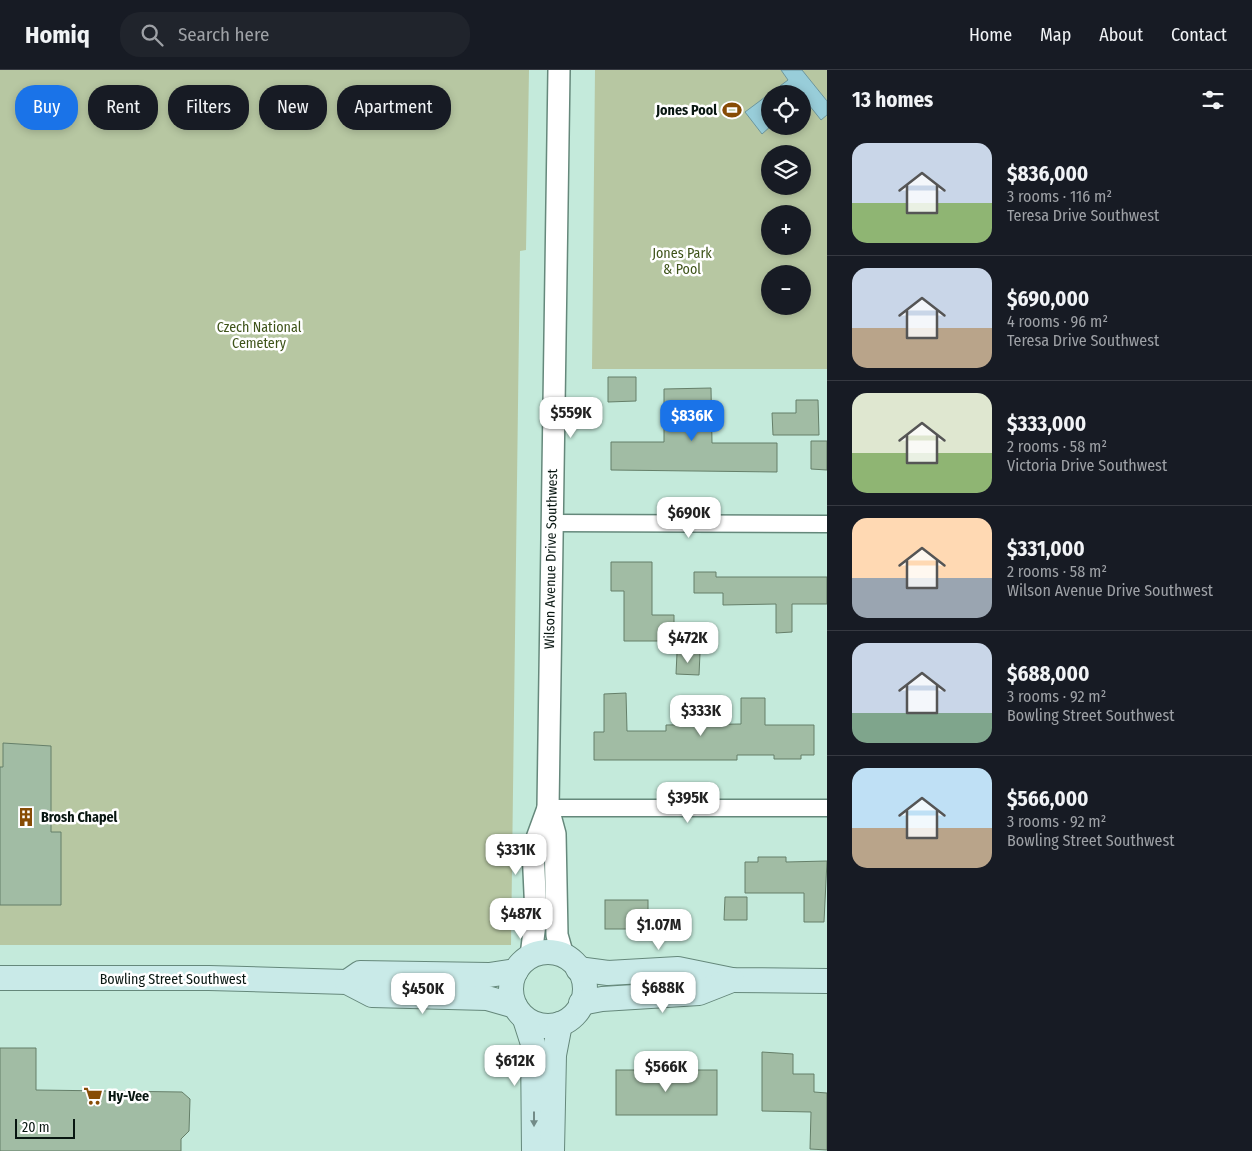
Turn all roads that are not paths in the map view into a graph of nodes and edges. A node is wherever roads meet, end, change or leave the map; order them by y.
1 (559, 70) edge
2 (552, 523) junction
3 (827, 524) edge
4 (548, 808) junction
5 (827, 808) edge
6 (570, 962) junction
7 (524, 963) junction
8 (0, 978) edge
9 (732, 980) junction
10 (827, 981) edge
11 (347, 982) junction
12 (582, 1003) junction
13 (520, 1012) junction
14 (560, 1024) junction
15 (534, 1151) edge
16 (552, 1151) edge

1 - 2 street, Wilson Avenue Drive Southwest
2 - 3 street
2 - 4 street, Wilson Avenue Drive Southwest
4 - 5 street
4 - 6 street, Wilson Avenue Drive Southwest
4 - 7 street, Wilson Avenue Drive Southwest
6 - 7 main road
6 - 9 main road
6 - 12 main road
7 - 11 main road, Bowling Street Southwest
7 - 13 main road
8 - 11 main road, Bowling Street Southwest
9 - 10 main road
9 - 12 main road
11 - 13 main road, Bowling Street Southwest
12 - 14 main road
13 - 14 main road
13 -> 15 main road
14 - 16 main road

■ ■ ■ ■ ■ ■ ■

The data above must be given back verbatim, minus its images.

**RESPONSE FOR THIS EXERCISE**
Turn all roads that are not paths in the map view into a graph of nodes and edges. A node is wherever roads meet, end, change or leave the map; order them by y.
1 (559, 70) edge
2 (552, 523) junction
3 (827, 524) edge
4 (548, 808) junction
5 (827, 808) edge
6 (570, 962) junction
7 (524, 963) junction
8 (0, 978) edge
9 (732, 980) junction
10 (827, 981) edge
11 (347, 982) junction
12 (582, 1003) junction
13 (520, 1012) junction
14 (560, 1024) junction
15 (534, 1151) edge
16 (552, 1151) edge

1 - 2 street, Wilson Avenue Drive Southwest
2 - 3 street
2 - 4 street, Wilson Avenue Drive Southwest
4 - 5 street
4 - 6 street, Wilson Avenue Drive Southwest
4 - 7 street, Wilson Avenue Drive Southwest
6 - 7 main road
6 - 9 main road
6 - 12 main road
7 - 11 main road, Bowling Street Southwest
7 - 13 main road
8 - 11 main road, Bowling Street Southwest
9 - 10 main road
9 - 12 main road
11 - 13 main road, Bowling Street Southwest
12 - 14 main road
13 - 14 main road
13 -> 15 main road
14 - 16 main road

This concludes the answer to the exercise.